A gift is defined as something that we give willingly to someone without payment or expecting anything in return. However, somewhere along the way big spending corporations rearranged how we think of Christmas and turned it into, “what can we buy for others,” rather than “what can we give to others.” Because of this, we are spending more and more each year on the ‘want’ of the holidays rather than the ‘need.’
“Simplify the Holidays,” an e-booklet from the Center for a New American Dream (CNAD), reports that nine in 10 Americans believe holidays should be more about family and caring for others, not giving and receiving gifts, yet the average U.S. consumer plans to spend more this year — about $805 — on holiday shopping than last year.”
This quote comes from an article written on ways to be environmentally conscious over the holidays, while also raising an important point on how most Americans believe the holidays should be spent.
To further this point, Ikea Spain conducted a campaign titled, “The Other Letter.” They asked children ages four to nine to write a letter to the Three Kings (Spain’s version of Santa). Like most children, they asked the Three Kings for toys. After that, the children were asked to write their parents a letter asking them for something. If you’re ready to have your heart pulled, give the video a view. The children asked for their parents to spend more time with them. More meals together, time spent playing around the house, and one little girl asked to spend one entire day with her mother. I don’t have kids, but I think the question that relates to all of us is not what we can buy someone, but instead what we can give to others?
I asked myself that same question as I thought about what to get my family for Christmas. I knew they didn’t need much- if anything at all. Some of my neighbors felt the same way about their families. Because of this, we all decided to take the money we would have spent on family members who were well off and instead sponsored a family through HELP of Ojai. This family has five kids, and every single one of them wanted a jacket/sweatshirt for Christmas. I’m sure they wanted toys, being that they are all children, but more importantly they needed a jacket to keep warm, so that’s what they asked for. (However, we also bought them a football, a doll, and puzzle to make sure they didn’t just receive clothes.
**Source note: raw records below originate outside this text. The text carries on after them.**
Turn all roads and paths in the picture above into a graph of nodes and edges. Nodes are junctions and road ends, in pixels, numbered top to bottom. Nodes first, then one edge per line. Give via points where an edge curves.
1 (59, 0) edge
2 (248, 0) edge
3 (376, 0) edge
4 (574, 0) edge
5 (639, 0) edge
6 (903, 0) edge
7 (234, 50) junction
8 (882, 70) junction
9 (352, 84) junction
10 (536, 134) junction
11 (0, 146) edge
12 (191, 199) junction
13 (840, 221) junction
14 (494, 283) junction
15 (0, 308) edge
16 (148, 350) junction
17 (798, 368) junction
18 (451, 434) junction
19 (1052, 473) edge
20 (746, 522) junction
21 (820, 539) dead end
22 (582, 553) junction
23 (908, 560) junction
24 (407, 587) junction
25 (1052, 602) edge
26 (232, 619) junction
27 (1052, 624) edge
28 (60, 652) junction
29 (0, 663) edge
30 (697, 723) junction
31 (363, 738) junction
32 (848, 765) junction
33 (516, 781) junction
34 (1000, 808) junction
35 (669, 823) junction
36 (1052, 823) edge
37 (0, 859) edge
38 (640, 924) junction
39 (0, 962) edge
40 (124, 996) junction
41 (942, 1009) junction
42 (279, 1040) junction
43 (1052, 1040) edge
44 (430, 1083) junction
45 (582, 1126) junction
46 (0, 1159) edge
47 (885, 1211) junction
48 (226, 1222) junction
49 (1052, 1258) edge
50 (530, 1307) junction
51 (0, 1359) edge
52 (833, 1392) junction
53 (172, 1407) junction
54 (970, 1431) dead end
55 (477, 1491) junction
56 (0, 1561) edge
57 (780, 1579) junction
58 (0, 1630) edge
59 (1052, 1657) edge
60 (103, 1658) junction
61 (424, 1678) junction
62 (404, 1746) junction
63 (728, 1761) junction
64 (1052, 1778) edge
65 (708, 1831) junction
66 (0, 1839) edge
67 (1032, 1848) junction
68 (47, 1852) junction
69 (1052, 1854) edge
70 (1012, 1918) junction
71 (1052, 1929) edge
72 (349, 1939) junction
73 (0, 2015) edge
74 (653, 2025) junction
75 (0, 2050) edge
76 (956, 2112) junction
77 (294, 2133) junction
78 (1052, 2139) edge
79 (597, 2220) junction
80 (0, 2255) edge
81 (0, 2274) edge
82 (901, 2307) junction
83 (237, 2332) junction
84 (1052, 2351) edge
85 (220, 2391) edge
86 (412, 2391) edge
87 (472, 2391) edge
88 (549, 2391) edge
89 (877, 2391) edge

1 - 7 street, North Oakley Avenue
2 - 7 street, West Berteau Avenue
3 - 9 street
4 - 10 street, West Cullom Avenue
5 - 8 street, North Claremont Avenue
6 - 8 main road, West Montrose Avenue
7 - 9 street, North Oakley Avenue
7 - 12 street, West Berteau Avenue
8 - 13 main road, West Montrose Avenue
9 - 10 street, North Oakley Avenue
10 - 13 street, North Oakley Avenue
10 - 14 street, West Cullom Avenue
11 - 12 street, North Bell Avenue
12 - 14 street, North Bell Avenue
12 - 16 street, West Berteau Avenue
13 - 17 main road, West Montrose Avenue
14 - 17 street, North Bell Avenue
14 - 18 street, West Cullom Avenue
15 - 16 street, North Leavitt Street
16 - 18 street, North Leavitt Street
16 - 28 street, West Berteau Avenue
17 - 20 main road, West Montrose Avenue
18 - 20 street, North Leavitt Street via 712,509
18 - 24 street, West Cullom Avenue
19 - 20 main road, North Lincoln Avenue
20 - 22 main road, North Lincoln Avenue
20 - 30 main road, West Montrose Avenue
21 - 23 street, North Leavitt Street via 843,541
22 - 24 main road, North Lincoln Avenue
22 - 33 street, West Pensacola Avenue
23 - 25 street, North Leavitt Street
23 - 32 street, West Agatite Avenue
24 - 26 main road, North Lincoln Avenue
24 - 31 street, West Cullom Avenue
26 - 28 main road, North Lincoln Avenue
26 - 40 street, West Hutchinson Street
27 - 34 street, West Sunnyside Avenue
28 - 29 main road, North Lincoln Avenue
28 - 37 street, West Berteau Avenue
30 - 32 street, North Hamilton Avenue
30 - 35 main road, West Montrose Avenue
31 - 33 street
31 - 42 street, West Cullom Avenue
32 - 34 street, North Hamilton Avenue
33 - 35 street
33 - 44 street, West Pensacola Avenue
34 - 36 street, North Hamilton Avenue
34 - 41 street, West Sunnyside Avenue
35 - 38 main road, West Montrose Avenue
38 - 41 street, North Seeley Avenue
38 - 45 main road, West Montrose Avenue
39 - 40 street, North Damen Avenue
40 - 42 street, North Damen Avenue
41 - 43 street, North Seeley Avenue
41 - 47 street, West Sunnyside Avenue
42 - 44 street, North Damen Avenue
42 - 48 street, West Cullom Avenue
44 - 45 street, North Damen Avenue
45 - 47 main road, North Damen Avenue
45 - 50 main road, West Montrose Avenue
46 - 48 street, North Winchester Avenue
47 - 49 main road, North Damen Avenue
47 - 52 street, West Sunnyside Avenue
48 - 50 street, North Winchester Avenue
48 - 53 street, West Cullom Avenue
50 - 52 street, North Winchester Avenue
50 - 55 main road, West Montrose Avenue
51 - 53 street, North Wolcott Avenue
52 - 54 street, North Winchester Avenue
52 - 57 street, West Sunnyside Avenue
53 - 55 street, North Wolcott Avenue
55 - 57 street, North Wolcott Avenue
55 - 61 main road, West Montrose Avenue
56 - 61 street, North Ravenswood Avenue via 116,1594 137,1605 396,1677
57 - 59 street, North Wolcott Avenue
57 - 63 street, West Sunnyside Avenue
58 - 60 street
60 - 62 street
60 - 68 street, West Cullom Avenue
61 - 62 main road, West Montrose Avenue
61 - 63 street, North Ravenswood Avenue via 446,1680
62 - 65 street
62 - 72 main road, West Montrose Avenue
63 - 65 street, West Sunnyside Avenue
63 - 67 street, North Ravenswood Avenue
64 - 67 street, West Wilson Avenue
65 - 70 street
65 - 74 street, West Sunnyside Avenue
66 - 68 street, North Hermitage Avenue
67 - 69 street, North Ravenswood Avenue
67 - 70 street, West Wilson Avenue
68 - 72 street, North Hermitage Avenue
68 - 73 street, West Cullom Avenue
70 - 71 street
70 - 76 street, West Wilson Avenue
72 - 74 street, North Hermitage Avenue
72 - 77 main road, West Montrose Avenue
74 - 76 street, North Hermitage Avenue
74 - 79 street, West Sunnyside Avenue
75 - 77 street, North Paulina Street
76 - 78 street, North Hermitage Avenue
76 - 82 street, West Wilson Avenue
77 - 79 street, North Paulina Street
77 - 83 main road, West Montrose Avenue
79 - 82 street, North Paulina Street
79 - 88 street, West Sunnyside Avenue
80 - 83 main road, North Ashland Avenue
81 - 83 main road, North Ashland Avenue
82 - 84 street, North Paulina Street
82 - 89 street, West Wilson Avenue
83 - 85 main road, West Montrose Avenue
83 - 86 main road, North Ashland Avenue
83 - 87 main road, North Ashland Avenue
Probably not what they ‘needed,’ but hopefully it will bring some child-like joy to their Christmas morning.)
Families all across the country will have no presents to give this holiday season. Through shoebox drives, food pantries, and adopting families, we are all making a difference for those families that need someone to give them a little joy this holiday season. As one YouTuber pointed out in the comment section of Ikea’s video: “Society has covered us with materialistic desires and we forget that the greatest gift is to know that there's someone out there that cares about you.”